(Assignment):
Pull out every line below that contains the word "Baladewa".

(Extracted data entries)
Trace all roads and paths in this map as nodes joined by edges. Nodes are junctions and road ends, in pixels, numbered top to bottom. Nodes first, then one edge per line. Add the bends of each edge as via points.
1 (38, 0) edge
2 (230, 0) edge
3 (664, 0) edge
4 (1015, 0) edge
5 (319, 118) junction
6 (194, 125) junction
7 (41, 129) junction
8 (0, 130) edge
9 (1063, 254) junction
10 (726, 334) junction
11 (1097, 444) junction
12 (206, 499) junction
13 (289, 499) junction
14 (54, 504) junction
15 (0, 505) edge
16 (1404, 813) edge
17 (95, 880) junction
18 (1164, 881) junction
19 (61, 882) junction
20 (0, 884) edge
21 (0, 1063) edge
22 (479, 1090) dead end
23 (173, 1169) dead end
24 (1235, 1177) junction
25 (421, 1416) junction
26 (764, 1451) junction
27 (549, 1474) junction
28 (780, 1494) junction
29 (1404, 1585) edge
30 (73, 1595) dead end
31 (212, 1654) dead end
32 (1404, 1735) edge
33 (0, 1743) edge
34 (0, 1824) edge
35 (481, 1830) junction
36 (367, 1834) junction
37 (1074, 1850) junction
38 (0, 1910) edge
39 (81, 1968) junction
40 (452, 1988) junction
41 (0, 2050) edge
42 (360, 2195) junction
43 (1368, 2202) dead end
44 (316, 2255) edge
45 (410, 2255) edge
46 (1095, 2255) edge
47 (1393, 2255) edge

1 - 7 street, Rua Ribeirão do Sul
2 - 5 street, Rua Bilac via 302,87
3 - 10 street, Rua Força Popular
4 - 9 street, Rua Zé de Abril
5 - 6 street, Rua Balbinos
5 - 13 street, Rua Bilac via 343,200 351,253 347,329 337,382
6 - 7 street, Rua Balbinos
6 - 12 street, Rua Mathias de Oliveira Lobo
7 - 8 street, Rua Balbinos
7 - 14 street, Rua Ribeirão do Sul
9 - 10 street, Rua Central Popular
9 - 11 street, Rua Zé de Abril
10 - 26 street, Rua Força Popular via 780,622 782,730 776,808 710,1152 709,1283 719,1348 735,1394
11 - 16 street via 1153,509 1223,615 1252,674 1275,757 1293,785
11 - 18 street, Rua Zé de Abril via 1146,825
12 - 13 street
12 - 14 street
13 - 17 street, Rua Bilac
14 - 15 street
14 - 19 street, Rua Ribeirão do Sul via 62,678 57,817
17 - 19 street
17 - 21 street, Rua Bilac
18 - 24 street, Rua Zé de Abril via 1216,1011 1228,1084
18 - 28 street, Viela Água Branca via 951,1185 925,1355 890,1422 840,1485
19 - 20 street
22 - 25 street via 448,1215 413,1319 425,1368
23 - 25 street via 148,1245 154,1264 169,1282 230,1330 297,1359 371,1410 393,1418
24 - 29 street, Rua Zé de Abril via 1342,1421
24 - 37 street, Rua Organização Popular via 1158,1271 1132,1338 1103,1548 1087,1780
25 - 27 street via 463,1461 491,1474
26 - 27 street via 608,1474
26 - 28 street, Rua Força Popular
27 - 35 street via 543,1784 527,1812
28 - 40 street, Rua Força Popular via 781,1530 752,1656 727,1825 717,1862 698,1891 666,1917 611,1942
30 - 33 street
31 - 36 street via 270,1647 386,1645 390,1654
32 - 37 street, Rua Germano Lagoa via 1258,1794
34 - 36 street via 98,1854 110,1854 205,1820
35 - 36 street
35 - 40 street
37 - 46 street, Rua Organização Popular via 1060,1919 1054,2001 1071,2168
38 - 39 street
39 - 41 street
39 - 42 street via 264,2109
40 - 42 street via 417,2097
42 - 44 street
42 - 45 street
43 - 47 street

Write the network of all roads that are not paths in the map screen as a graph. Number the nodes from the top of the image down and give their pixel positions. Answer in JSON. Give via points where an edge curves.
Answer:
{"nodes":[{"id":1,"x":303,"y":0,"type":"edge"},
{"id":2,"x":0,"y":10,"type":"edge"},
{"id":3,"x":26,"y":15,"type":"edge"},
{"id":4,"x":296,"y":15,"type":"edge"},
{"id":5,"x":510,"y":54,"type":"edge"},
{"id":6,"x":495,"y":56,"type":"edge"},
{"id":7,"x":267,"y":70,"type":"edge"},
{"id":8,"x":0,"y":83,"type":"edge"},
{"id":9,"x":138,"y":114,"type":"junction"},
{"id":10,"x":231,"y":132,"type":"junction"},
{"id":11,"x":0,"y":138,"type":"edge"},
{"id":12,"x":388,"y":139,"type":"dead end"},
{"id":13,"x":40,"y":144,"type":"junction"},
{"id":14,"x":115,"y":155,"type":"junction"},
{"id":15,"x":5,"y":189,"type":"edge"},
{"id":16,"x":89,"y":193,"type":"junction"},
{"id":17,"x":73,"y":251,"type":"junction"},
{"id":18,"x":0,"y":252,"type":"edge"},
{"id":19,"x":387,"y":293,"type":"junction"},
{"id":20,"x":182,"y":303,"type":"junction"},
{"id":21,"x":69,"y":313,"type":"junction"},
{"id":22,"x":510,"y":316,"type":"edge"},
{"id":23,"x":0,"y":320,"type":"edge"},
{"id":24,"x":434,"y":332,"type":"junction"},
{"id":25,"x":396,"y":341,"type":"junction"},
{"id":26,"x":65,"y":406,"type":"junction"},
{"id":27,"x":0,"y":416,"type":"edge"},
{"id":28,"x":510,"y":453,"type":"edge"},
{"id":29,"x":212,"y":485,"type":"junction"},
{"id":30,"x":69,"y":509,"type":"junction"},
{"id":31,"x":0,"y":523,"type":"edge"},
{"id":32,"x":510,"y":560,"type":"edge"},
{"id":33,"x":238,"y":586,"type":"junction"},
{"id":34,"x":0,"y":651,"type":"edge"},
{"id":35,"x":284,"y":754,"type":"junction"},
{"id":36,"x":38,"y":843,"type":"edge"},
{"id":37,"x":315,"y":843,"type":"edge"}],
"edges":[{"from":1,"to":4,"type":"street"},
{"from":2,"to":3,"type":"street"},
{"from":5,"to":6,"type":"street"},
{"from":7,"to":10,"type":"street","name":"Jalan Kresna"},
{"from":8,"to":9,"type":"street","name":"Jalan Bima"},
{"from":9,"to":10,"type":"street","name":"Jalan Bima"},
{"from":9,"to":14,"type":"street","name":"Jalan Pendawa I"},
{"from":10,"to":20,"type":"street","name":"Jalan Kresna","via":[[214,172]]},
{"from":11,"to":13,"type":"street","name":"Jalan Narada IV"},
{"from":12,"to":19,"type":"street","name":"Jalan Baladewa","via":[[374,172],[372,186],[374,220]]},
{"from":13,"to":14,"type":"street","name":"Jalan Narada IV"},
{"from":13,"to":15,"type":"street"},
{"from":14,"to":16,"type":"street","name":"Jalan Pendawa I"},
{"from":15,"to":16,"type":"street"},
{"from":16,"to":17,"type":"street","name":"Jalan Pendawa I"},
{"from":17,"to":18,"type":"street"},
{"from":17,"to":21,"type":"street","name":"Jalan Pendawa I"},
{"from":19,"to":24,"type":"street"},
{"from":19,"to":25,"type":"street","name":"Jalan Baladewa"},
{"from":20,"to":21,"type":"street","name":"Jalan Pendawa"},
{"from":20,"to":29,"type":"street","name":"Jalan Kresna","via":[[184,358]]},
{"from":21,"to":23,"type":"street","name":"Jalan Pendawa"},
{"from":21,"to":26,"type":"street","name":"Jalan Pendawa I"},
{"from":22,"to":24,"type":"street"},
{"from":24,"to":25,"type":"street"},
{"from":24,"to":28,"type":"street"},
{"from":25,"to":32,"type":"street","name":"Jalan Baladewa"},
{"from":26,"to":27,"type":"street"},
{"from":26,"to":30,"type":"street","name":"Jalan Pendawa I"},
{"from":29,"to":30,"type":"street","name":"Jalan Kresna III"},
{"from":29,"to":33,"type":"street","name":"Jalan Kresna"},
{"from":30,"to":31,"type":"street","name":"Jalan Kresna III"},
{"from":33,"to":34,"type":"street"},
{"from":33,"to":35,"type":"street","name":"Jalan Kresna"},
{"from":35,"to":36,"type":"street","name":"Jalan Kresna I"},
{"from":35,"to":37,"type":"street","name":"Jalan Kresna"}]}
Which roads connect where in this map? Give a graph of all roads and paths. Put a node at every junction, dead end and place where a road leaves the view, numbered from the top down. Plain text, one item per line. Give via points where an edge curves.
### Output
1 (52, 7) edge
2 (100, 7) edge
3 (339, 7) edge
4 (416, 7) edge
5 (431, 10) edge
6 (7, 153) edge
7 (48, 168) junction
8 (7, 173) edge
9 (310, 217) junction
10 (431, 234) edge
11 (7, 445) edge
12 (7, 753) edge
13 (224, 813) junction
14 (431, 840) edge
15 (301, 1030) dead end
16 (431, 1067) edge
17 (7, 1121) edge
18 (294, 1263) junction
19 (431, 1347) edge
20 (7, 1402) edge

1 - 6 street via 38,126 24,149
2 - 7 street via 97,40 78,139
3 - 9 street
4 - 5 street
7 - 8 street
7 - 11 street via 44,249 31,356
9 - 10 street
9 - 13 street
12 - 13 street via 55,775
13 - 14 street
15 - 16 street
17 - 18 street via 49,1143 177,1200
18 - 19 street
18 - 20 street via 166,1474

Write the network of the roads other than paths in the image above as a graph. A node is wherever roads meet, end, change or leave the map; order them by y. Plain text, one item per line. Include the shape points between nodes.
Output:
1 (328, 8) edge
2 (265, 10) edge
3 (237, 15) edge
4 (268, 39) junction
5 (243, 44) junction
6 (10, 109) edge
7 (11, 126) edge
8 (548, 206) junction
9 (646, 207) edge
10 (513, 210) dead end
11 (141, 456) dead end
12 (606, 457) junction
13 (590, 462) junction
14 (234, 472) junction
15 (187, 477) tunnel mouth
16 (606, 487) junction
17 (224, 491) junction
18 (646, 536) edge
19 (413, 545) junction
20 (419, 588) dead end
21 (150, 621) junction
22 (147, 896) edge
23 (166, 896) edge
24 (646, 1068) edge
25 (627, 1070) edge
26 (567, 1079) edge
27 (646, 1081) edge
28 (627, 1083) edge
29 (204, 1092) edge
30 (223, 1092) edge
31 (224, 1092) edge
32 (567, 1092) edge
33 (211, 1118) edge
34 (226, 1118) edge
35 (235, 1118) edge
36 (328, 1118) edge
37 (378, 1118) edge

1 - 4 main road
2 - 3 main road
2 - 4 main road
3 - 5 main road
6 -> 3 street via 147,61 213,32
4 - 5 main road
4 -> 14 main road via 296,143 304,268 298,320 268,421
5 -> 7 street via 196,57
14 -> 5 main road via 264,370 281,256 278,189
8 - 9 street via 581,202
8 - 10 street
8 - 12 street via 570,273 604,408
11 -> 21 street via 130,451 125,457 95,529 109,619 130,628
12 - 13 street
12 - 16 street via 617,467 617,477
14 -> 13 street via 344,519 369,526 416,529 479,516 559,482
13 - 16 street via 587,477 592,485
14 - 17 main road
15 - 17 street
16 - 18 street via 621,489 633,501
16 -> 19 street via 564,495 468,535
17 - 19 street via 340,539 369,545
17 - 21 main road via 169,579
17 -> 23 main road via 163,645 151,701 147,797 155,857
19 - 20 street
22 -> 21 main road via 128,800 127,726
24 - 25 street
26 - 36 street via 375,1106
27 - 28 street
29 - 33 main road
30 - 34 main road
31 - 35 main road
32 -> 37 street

(Response to the task):
{"from":12,"to":19,"type":"street","name":"Jalan Baladewa","via":[[374,172],[372,186],[374,220]]},
{"from":19,"to":25,"type":"street","name":"Jalan Baladewa"},
{"from":25,"to":32,"type":"street","name":"Jalan Baladewa"},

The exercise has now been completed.